### WHAT YOU ARE ASKED TO DO
Work out how many lines below contain the word "Jalan". Only the number is wanted.

--------------------

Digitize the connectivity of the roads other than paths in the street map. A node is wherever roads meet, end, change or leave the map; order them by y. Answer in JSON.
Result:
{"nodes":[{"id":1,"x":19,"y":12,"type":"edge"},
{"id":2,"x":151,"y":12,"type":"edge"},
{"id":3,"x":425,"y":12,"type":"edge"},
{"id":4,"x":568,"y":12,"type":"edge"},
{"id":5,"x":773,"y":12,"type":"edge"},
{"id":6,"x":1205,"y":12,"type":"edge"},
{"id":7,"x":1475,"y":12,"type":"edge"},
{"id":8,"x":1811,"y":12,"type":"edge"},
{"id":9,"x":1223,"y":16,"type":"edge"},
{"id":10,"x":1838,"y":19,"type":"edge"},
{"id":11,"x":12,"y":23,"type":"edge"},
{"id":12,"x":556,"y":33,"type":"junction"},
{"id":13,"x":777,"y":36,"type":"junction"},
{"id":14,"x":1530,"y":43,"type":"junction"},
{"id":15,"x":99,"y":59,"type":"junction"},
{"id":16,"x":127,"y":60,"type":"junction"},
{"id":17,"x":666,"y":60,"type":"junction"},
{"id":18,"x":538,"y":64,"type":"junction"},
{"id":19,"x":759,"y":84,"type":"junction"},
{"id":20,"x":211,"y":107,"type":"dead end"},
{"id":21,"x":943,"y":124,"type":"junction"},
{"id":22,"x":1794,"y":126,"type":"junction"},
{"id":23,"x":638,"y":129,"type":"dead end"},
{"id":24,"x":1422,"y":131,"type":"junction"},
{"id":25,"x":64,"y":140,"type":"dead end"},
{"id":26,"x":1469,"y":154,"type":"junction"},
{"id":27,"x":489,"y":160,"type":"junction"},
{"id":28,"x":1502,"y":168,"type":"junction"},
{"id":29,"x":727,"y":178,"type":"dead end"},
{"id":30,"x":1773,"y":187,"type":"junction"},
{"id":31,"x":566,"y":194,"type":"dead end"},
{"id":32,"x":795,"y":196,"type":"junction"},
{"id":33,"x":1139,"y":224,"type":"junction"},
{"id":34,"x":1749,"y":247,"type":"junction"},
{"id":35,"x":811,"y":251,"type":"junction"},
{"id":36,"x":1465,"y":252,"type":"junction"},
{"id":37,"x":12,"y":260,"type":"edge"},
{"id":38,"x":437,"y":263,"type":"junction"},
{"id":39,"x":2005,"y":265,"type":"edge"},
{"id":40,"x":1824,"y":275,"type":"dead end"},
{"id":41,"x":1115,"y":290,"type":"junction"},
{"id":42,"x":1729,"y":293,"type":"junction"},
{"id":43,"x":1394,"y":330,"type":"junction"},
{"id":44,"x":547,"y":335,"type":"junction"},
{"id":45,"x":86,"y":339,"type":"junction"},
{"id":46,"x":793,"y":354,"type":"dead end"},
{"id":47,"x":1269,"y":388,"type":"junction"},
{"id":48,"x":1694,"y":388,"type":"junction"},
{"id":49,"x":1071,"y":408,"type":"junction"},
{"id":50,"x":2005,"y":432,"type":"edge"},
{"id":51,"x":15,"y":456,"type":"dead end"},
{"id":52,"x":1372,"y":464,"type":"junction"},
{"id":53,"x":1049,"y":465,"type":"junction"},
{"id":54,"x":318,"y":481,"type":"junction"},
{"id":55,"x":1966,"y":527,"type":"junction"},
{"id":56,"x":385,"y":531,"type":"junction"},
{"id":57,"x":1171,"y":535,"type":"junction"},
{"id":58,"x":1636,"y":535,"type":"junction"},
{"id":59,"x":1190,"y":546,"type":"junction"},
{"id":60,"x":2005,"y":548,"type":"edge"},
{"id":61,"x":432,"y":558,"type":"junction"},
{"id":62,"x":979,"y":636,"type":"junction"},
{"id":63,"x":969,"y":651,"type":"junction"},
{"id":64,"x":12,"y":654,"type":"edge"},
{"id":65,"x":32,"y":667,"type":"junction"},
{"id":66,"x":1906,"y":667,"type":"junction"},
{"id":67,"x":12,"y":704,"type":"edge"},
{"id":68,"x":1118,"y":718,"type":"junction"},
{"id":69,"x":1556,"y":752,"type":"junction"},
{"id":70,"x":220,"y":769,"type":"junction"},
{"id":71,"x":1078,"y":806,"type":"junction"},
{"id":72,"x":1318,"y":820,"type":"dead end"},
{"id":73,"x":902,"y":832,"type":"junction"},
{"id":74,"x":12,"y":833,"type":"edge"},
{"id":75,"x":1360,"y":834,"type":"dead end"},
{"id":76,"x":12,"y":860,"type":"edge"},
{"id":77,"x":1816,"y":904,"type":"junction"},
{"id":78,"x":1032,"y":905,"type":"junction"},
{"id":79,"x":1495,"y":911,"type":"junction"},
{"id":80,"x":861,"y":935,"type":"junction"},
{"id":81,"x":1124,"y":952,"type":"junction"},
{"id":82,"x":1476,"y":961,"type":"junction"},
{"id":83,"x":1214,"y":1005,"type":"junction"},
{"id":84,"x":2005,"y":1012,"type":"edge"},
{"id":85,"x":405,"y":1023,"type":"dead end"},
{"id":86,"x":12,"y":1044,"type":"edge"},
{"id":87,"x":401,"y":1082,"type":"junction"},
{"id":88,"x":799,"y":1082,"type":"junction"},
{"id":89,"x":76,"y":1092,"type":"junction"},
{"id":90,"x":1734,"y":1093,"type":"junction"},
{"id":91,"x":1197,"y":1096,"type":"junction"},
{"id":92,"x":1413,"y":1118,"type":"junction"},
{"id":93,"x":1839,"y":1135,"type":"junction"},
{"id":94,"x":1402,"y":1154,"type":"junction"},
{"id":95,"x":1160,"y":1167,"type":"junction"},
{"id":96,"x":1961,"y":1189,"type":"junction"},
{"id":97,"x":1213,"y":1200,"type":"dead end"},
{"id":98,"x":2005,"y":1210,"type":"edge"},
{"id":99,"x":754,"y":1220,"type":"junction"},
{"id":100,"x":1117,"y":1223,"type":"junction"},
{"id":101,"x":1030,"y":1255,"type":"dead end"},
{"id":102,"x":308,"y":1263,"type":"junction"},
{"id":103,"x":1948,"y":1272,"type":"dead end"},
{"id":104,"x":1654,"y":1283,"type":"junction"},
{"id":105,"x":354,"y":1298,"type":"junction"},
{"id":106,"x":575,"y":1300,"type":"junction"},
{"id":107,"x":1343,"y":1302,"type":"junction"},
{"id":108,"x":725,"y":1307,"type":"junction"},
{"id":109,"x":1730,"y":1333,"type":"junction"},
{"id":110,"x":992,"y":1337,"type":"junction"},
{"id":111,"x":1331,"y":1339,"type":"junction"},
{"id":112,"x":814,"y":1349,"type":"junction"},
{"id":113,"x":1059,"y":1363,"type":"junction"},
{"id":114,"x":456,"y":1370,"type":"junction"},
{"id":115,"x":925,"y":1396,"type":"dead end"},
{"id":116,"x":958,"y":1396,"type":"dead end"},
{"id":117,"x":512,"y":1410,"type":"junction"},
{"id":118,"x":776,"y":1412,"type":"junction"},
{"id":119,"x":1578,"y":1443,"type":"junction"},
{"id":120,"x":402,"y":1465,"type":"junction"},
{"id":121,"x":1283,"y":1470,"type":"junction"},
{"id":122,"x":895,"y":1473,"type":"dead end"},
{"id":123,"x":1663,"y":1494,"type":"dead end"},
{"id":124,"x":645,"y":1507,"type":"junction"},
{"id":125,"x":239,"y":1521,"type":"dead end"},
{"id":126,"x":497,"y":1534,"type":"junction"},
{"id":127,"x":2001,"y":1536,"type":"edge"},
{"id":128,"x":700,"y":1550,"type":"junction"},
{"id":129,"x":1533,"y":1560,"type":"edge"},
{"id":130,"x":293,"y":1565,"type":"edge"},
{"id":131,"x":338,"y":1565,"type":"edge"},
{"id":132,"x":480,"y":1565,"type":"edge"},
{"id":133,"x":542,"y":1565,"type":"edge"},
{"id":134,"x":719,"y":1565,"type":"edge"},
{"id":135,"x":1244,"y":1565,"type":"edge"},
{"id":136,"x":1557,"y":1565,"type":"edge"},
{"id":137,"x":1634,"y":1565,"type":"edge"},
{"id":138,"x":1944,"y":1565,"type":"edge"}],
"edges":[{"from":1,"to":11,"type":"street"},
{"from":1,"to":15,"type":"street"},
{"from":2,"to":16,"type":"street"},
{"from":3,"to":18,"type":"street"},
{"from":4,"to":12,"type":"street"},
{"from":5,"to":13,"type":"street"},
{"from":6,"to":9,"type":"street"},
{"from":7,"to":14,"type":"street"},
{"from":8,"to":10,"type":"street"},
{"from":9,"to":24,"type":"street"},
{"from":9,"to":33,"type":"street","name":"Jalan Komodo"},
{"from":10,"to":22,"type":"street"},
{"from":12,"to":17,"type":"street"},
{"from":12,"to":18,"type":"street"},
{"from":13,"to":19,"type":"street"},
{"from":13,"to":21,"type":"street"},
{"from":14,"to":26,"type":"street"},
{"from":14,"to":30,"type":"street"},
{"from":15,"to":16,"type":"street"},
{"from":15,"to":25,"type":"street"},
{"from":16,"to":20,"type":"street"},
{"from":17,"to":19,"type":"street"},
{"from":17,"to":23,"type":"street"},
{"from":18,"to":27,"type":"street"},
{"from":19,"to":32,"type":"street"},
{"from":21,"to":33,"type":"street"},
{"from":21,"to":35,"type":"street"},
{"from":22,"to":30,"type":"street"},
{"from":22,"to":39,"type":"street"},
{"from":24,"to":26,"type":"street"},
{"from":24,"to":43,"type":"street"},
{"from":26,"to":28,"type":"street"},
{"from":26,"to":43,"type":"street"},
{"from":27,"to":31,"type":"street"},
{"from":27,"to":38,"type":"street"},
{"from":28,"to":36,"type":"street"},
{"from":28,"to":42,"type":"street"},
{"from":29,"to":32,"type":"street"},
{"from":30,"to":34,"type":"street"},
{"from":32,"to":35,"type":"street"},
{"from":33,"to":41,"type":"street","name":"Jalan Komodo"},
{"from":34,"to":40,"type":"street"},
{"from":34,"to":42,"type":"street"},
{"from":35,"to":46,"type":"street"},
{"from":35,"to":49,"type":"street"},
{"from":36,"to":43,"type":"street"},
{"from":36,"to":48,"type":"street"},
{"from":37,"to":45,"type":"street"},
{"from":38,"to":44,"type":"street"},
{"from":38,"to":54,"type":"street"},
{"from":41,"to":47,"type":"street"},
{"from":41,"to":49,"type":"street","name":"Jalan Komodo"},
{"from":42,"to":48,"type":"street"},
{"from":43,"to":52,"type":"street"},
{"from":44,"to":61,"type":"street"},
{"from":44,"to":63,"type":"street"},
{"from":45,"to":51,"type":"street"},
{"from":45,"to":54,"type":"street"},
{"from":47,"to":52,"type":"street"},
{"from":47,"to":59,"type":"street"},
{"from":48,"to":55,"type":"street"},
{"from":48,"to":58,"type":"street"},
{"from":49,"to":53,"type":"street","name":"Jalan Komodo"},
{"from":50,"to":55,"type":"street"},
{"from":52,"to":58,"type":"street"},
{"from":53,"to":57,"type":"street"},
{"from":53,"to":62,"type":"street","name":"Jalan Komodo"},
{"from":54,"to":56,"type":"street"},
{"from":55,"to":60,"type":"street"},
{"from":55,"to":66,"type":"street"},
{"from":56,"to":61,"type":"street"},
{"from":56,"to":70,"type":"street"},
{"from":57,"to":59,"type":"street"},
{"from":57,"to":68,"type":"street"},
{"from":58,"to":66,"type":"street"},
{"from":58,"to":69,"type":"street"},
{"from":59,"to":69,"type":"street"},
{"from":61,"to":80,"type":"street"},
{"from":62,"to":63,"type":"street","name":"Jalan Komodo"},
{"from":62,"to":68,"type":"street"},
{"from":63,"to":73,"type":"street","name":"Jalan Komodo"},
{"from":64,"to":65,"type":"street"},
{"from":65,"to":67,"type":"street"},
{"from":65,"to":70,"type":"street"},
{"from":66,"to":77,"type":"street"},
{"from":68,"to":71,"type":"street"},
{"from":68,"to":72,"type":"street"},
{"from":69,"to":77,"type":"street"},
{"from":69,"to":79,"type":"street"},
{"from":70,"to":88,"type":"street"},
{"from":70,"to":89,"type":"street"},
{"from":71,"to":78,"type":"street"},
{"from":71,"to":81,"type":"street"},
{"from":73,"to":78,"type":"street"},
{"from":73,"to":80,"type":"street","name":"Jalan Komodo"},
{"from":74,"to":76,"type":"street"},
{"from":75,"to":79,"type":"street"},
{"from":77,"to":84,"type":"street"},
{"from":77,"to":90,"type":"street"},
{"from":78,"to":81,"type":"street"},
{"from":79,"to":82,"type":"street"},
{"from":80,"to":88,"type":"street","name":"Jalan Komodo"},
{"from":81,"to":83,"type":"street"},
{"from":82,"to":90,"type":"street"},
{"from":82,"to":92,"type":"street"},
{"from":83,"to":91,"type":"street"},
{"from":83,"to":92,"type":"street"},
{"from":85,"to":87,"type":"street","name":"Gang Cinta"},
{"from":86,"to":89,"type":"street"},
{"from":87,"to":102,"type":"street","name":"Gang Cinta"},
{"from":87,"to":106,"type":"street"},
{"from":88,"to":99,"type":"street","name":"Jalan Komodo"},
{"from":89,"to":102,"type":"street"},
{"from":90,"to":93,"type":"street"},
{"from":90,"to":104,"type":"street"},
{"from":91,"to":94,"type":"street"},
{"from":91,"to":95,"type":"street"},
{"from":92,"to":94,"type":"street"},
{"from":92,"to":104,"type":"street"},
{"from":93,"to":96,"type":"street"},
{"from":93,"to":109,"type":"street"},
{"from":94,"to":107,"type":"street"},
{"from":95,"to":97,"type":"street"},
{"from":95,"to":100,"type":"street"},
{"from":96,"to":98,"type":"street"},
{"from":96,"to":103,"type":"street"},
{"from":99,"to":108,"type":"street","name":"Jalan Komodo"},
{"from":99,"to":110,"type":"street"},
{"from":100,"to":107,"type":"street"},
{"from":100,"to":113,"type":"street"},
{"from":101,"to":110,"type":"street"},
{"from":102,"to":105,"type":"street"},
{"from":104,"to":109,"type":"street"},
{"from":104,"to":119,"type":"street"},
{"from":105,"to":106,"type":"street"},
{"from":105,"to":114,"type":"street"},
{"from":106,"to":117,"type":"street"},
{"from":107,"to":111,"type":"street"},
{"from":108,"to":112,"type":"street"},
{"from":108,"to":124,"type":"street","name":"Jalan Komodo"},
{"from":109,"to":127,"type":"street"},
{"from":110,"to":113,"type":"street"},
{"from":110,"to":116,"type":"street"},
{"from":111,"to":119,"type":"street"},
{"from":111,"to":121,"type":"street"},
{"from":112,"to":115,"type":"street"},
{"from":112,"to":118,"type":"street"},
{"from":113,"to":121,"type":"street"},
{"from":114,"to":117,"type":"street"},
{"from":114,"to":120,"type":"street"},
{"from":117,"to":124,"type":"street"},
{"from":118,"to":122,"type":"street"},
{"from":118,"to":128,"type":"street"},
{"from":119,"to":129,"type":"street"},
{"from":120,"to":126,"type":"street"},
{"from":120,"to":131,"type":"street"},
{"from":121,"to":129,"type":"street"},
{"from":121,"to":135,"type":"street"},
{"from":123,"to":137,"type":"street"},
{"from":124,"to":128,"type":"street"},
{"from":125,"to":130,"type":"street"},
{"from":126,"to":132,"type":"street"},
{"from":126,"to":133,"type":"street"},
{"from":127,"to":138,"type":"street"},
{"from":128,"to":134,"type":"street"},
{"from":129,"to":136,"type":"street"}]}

--------------------

### EXERCISE SOLUTION
12